Muslim Slave's Story Becomes Opera in Spoleto

 

It’s “This Week in Classical Music” – An update on what’s happening in the classical music world; I’m Randy Kinkel.

 

In January, 90-year-old conductor Bernard Haitink first shared the news that he was taking a sabbatical.  Now Haitink confirms for the first time what was already whispered in corridors: he’s calling it quits on his 65+ year career. 

In September, in the Swiss city of Lucerne, he conducts for the last time.

"Listen," says Haitink in his London home. "I'm 90. And when I say I'm taking a sabbatical, it's because I don't want to say, I'm stopping. I don't feel like (doing) all those official goodbyes, but the fact is that I will no longer conduct. "

So he says goodbye, the man who was head of the Royal Concertgebouw Orchestra for 27 years, the conductor for whom the world's top orchestras are still rolling out the red carpet. 

Informally he has already said goodbye in Munich and Chicago, London and Berlin. 'Yes, it's a whole collection. Of course I have feelings about it, but I try to keep it isolated. If I shed a tear, I do it privately. "

In June of last year, after a sublime performance of Mahler's Ninth Symphony , he stumbled and fell in Amsterdam during the closing applause. "Some people thought: that's it then. I thought so myself." The fall played a big role in his decision to stop conducting. 

This summer Haitink fans get their last chance to see the maestro in Salzburg, London and Lucerne, in concerts with the Chamber Orchestra of Europe and the Vienna Philharmonic. 

What will he do with his free time? "Just live. My wife is very inventive in organizing things. And I am an avid reader." 

Haitink hasn’t completely closed the door on future conducting gigs. 'If there is a need somewhere, maybe I can respond. But whether I do it depends on so many factors. The program, the rehearsal time, the distance. But to be honest: once I have stopped, I do not believe I will still do it." He said.

 

 

When we think of the Transatlantic Slave Trade and the experiences of African slaves in the rice economy of the coastal Southeast,

we don’t usually think about the fact that a portion of these men and women brought here against their will, maybe 10 or 20 percent,were Muslim. And a large number of these Muslim slaves were educated, literate, book smart.
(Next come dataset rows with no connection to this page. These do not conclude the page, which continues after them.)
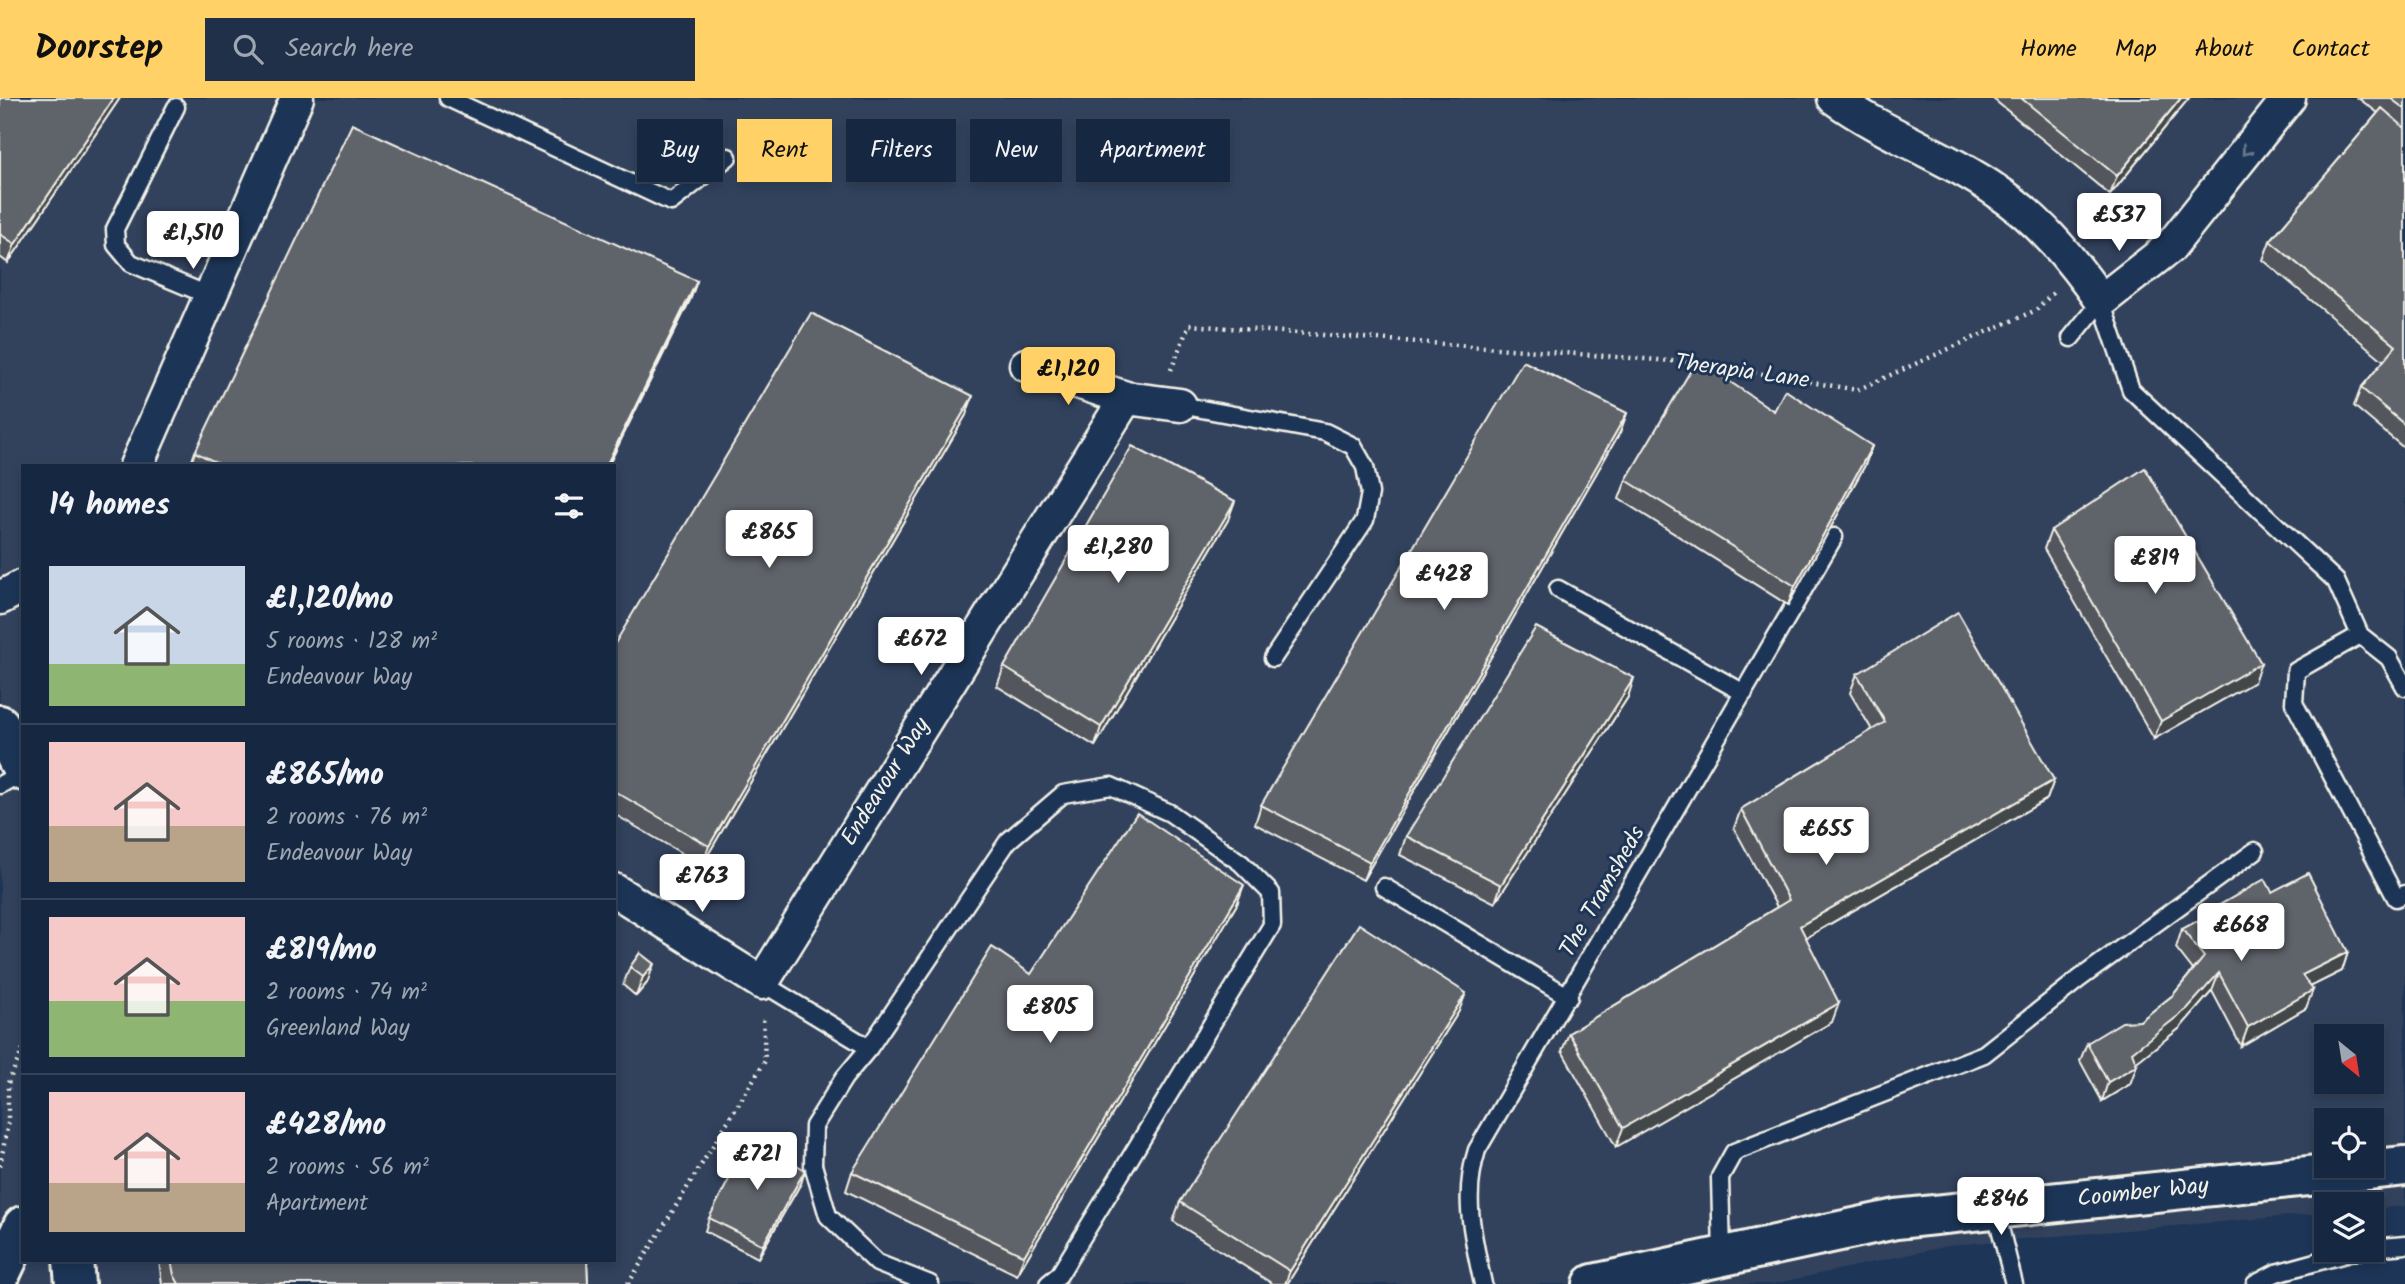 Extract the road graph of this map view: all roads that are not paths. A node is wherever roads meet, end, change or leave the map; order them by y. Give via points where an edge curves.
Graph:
1 (297, 98) edge
2 (449, 98) edge
3 (1834, 98) edge
4 (2289, 98) edge
5 (176, 107) dead end
6 (728, 157) dead end
7 (211, 296) junction
8 (2101, 301) junction
9 (2071, 338) dead end
10 (1026, 365) dead end
11 (1126, 398) junction
12 (1170, 402) joint
13 (137, 464) edge
14 (1834, 537) edge
15 (21, 587) edge
16 (1559, 589) dead end
17 (0, 598) edge
18 (2360, 635) junction
19 (1273, 658) dead end
20 (2405, 687) edge
21 (1744, 693) junction
22 (0, 724) edge
23 (21, 767) edge
24 (21, 772) edge
25 (0, 785) edge
26 (2255, 851) dead end
27 (1384, 887) dead end
28 (616, 891) edge
29 (2405, 894) edge
30 (762, 983) junction
31 (1569, 997) junction
32 (869, 1048) junction
33 (2405, 1166) edge
34 (1995, 1208) junction
35 (21, 1231) edge
36 (2405, 1245) edge
37 (2384, 1247) edge
38 (1722, 1255) junction
39 (73, 1262) edge
40 (2316, 1262) edge
41 (0, 1275) edge
42 (75, 1284) edge
43 (930, 1284) edge
44 (1048, 1284) edge
45 (1483, 1284) edge
46 (1593, 1284) edge
47 (2014, 1284) edge
48 (2255, 1284) edge

1 - 7 street
2 - 6 lane via 671,202
3 - 8 street via 2023,210
4 -> 8 street via 2170,247
5 - 7 lane via 115,229 116,245 131,263
7 - 13 street
8 - 9 lane
8 - 18 lane via 2131,390 2336,581
10 - 11 street
11 - 12 street
11 - 30 street, Endeavour Way
12 - 19 lane via 1325,432 1353,446 1365,467 1370,493 1365,520
14 - 21 lane, The Tramsheds
15 - 17 street
16 - 21 lane
18 - 20 lane via 2389,657
18 - 29 lane via 2296,671 2294,703 2396,898
21 - 31 lane, The Tramsheds
22 - 23 street
24 - 25 lane
26 - 38 lane via 1984,1054 1734,1152 1720,1177
27 - 31 lane
28 - 30 street
30 - 32 lane
31 - 45 lane, The Tramsheds via 1477,1150 1468,1178 1471,1228
32 - 43 lane via 814,1126 813,1164 828,1216 877,1263
32 - 44 lane via 1008,841 1063,794 1111,786 1170,813 1241,863 1271,893 1272,925 1059,1275
33 - 34 street, Coomber Way
34 - 38 street, Coomber Way via 1874,1223
34 - 47 lane
35 - 41 street
36 - 37 lane
38 - 46 street, Coomber Way
39 - 42 street
40 - 48 lane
One who passed through Gadsden Wharf on the Charleston Harbor was Omar Ibn Said, sold in Charleston in 1807 at age 37 to a brutal master.
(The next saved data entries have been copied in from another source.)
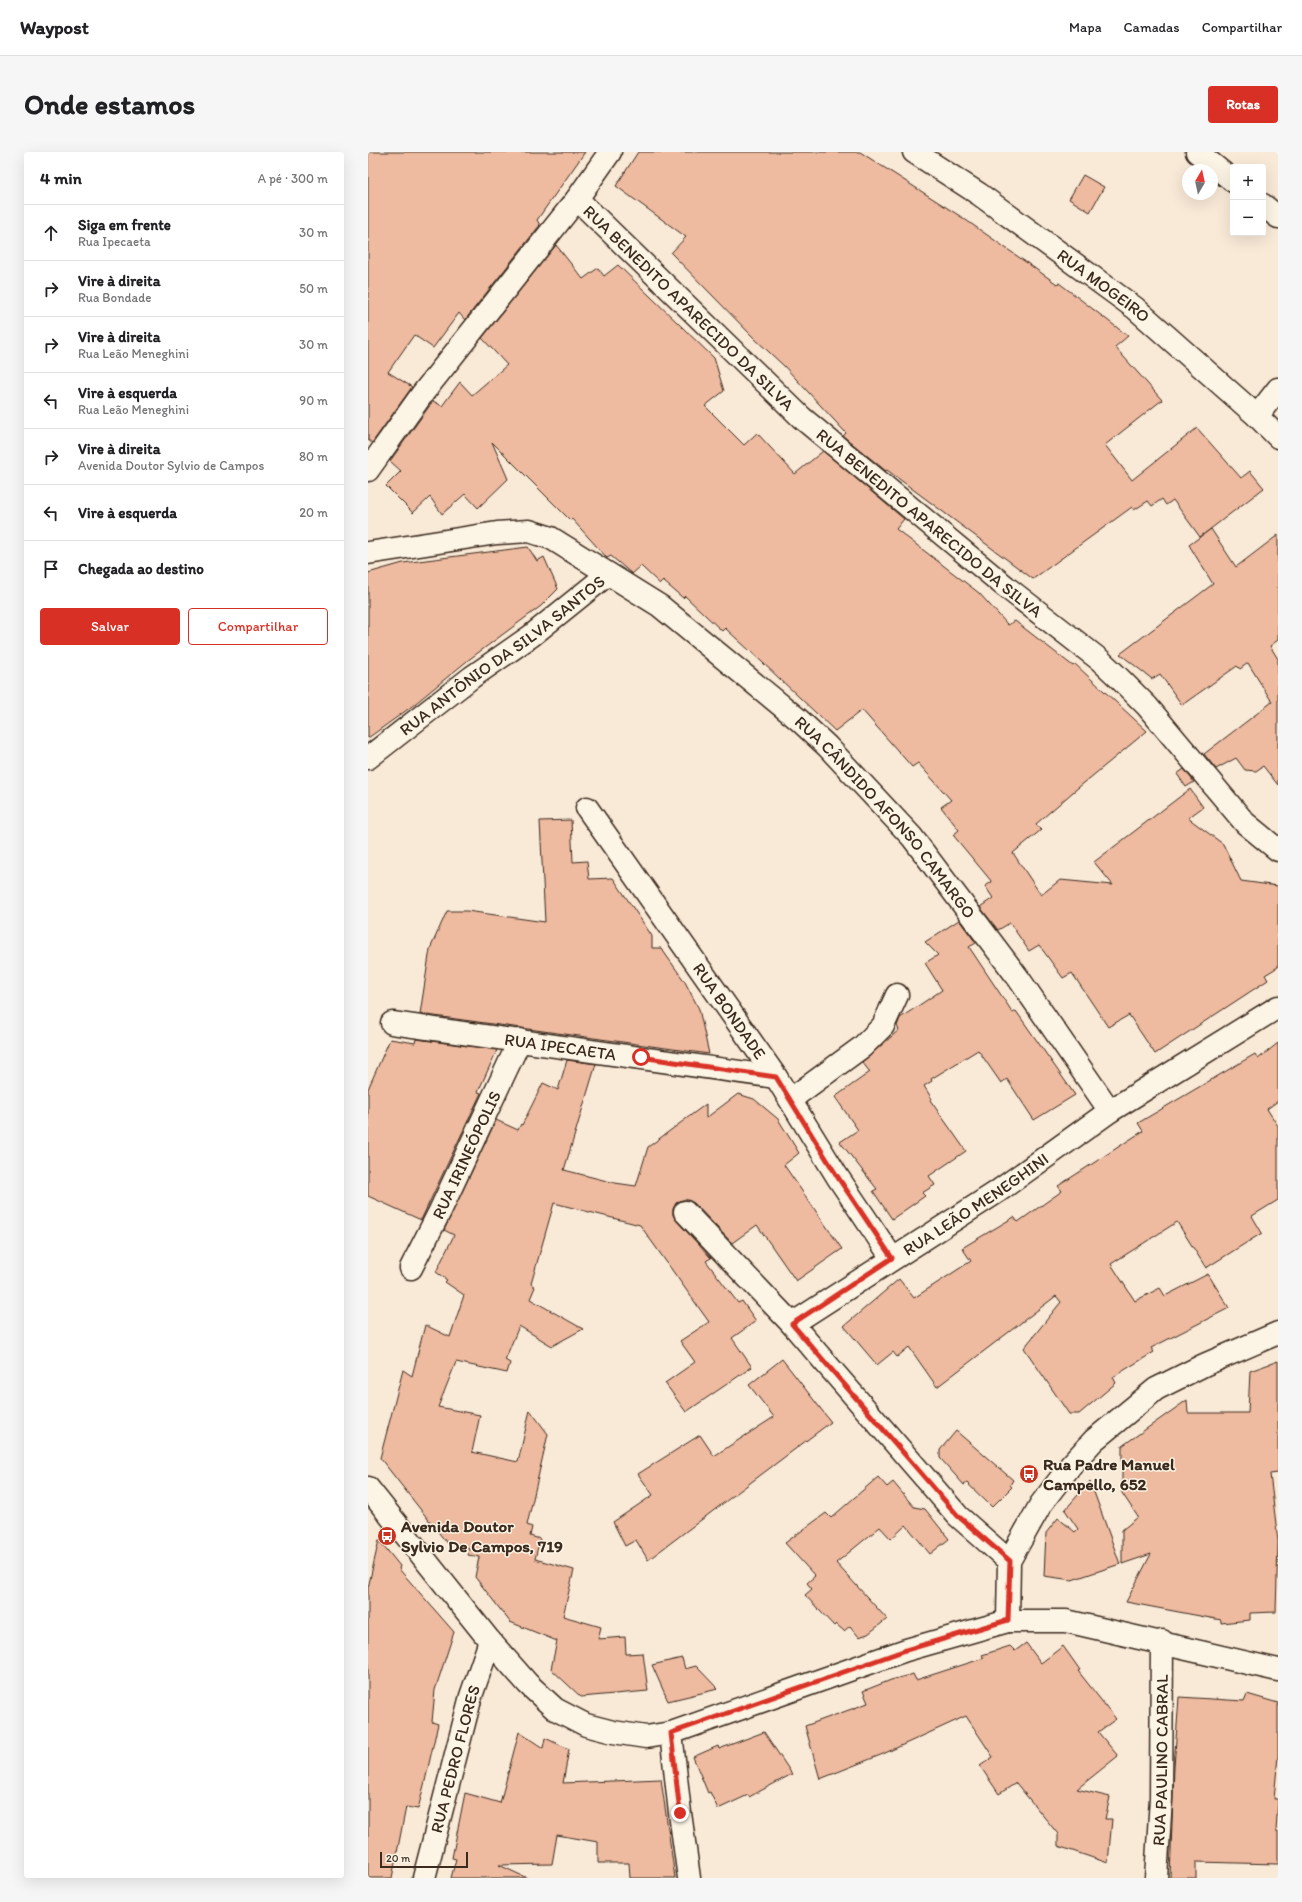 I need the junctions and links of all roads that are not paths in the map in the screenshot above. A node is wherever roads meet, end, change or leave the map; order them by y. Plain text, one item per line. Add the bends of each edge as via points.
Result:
1 (610, 152) edge
2 (914, 152) edge
3 (1198, 152) edge
4 (1230, 179) edge
5 (578, 199) junction
6 (1266, 207) edge
7 (1278, 217) edge
8 (1278, 389) edge
9 (1257, 416) junction
10 (1278, 438) edge
11 (368, 470) edge
12 (368, 553) edge
13 (608, 574) junction
14 (368, 758) edge
15 (587, 808) dead end
16 (1278, 850) edge
17 (897, 995) dead end
18 (1278, 1007) edge
19 (392, 1023) dead end
20 (520, 1040) junction
21 (776, 1077) junction
22 (791, 1099) junction
23 (1110, 1111) junction
24 (685, 1212) dead end
25 (892, 1258) junction
26 (411, 1268) dead end
27 (792, 1324) junction
28 (1278, 1333) edge
29 (368, 1488) edge
30 (1010, 1561) junction
31 (1008, 1620) junction
32 (490, 1640) junction
33 (1162, 1641) junction
34 (1278, 1670) edge
35 (671, 1733) junction
36 (424, 1878) edge
37 (689, 1878) edge
38 (1156, 1878) edge

1 - 5 street
2 - 9 street, RUA MOGEIRO via 979,194 1135,308
3 - 4 street
5 - 11 street via 423,393
5 - 16 street, RUA BENEDITO APARECIDO DA SILVA via 802,418 1006,587 1100,660 1147,706 1245,822
6 - 7 street
8 - 9 street
9 - 10 street, RUA MOGEIRO
12 - 13 street, RUA ANTÔNIO DA SILVA SANTOS via 497,533 528,531 551,538
13 - 14 street, RUA ANTÔNIO DA SILVA SANTOS via 531,636 472,677
13 - 23 street, RUA CÂNDIDO AFONSO CAMARGO via 660,606 800,720 827,746 924,852 1019,979
15 - 21 street, RUA BONDADE
17 - 22 street via 884,1026 862,1047
18 - 23 street, RUA LEÃO MENEGHINI
19 - 20 street, RUA IPECAETA
20 - 21 street, RUA IPECAETA
20 - 26 street, RUA IRINEÓPOLIS
21 - 22 street, RUA BONDADE
22 - 25 street, RUA BONDADE via 837,1176
23 - 25 street, RUA LEÃO MENEGHINI via 997,1192
24 - 27 street
25 - 27 street, RUA LEÃO MENEGHINI
27 - 30 street via 958,1516
28 - 30 street via 1156,1389 1094,1440 1041,1504
29 - 32 street
30 - 31 street
31 - 33 street via 1066,1621
31 - 35 street via 906,1650
32 - 35 street via 528,1684 555,1709 586,1725 646,1737
32 - 36 street, RUA PEDRO FLORES via 472,1696
33 - 34 street
33 - 38 street, RUA PAULINO CABRAL via 1161,1798
35 - 37 street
He escaped to North Carolina, was captured and jailed, then sold again to James Owen, the brother of one of the state’s governors. In 1831, Ibn Said wrote his autobiography in Arabic. In 2017, the book was acquired by the Library of Congress and translated into English.

Spoleto Festival General Director Nigel Redden learned of Ibn Said and immediately an idea popped into his head: Opera.

The festival will stage a musical rendering of Ibn Said’s extraordinary life, with its connections to Charleston and its compelling narrative arc. It would be a way for the festival to mark Charleston’s 350th anniversary, to acknowledge the efforts of the International African American Museum and to shed light on a lesser-known aspect of American slavery.

For the music, they chose composer Rhiannon Giddens.  Giddens is a classically trained musician who studied opera and vocal performance; She is a founding member, lead singer, fiddler, and banjo player with the old-time music band Carolina Chocolate Drops, Giddens is a native of Greensboro, North Carolina and has become a champion of research-based string band music with African and African American origins and influences.

“My work as a whole is about excavating and shining a light on pieces of history that not only need to be seen and heard, but that can also add to the conversation about what’s going on now,” Giddens said in a statement. “This is a story that hasn’t been represented in the operatic world, or in any world.”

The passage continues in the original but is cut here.